In 1973 I was a student at Newcastle University. I managed to secure a place on an evening class, learning to make the Northumbrian Pipes. This took place in the metalwork room of a local school, and it was a lot more interesting than my degree course! At two hours a week, making a set of pipes was a long-term project - after the first session, I was the proud owner of two 2”x1” brass plates, which the following week would be rolled up to make ferrules for the chanter and blowpipe stocks. There was much enthusiasm but little reliable information. One issue was obtaining materials, and this was how I first came into contact with Colin Ross. Colin would then I think be in his late thirties, and was a very well-known figure on the Tyneside/Northumbrian traditional music scene. Colin would turn up at the class, generally towards the end of the evening, with an extremely heavy holdall full of billets of lignum vitae. This had been liberated from the still-active shipyards and bandsawn into appropriate sizes. There was much enthusiastic chat, and Colin could always be persuaded to get his pipes out for a few tunes. A second problem was accurate information - the only available printed plans had issues, and Colin had developed a good chanter scale which he made freely available. This approach was to become a major part of Colin’s campaign to revitalise the pipes and pipe making - a willingness to share any information - anything to promote the making of good, well-tuned instruments. My first set of pipes was moderate to say the least, and a couple of years later I joined a class run by Colin himself. Here I produced my first reasonable set, in concert D. By this time, Colin had detailed information on reed making available and this was of the utmost importance, along with chanter dimensions, in the production of uniformly-pitched sets. It is impossible to over-estimate Colin’s influence in making the Northumbrian pipes more widely available. Until this time, chanters had been quite variable and generally a reed had to be matched to the chanter very carefully. By contrast, it is now possible for reeds to be made using readily available information or supplied by post in the confidence that they will work well and it is this that has made possible the worldwide spread of the instrument.

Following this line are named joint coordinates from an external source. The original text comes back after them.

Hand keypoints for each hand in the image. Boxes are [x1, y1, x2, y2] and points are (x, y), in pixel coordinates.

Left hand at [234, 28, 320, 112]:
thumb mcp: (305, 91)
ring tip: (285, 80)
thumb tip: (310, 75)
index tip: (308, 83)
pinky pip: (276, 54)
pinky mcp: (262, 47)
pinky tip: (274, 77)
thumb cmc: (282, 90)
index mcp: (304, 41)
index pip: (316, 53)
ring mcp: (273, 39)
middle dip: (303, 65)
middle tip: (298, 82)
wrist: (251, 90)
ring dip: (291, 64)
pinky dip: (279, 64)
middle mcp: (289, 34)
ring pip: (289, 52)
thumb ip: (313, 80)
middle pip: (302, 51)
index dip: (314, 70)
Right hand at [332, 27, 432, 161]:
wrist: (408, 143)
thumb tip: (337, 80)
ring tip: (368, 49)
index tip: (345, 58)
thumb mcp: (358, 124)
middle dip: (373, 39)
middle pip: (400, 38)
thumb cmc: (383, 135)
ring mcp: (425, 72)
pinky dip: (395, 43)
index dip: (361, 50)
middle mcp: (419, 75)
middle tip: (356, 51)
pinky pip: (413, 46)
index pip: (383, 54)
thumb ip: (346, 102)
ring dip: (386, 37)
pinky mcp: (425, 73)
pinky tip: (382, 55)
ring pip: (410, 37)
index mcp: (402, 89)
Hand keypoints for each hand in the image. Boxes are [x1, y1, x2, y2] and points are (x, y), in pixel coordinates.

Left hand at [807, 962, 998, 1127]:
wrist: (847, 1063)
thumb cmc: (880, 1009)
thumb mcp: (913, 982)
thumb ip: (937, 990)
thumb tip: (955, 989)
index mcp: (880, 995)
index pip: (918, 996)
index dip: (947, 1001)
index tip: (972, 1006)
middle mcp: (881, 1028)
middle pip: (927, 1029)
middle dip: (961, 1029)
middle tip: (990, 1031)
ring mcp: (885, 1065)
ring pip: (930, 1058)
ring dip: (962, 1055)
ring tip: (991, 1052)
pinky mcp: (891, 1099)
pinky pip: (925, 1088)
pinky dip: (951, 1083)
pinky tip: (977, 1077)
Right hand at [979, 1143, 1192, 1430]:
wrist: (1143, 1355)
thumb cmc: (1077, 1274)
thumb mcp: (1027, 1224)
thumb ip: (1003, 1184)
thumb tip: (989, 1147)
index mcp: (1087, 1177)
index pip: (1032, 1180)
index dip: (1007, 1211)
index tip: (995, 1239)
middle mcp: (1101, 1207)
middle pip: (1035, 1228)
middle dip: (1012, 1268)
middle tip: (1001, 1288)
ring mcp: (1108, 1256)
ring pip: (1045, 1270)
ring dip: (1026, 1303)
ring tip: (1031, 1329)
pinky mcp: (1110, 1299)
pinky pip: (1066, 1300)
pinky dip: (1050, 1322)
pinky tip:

Colin ran a monthly maintenance session in the Black Gate Museum in Newcastle. This was a source of information, encouragement and enthusiasm and a link with an older generation including the influential maker Bill Hedworth. Many an interesting operation was performed without anaesthetic on an often dubious set of pipes!
It was during a quiet night in the Black Gate in the early 1980s that Colin showed me some old chanters and explained that he was developing something a bit different - the Scottish small pipes. I produced my first set in 1982 or ‘83, and since I was a Northumbrian pipe maker it had, of course, a couple of keys. As I developed as a pipe maker, Colin was never less than totally encouraging and continued to be a source of welcome advice and support. Inevitably, I saw him less frequently after we moved away from the North-East but our fairly rare meetings remained a pleasure. It is only necessary to look at the names of those who wrote so eloquently about Colin in the last issue of Chanter to gain a true idea of Colin’s influence. Matt, Jon, Hamish, Francis, Julian, Andy… there is no need for me to say any more. But my abiding memory is of the huge enthusiasm, the conversation and the laughter at those evening classes so many years ago.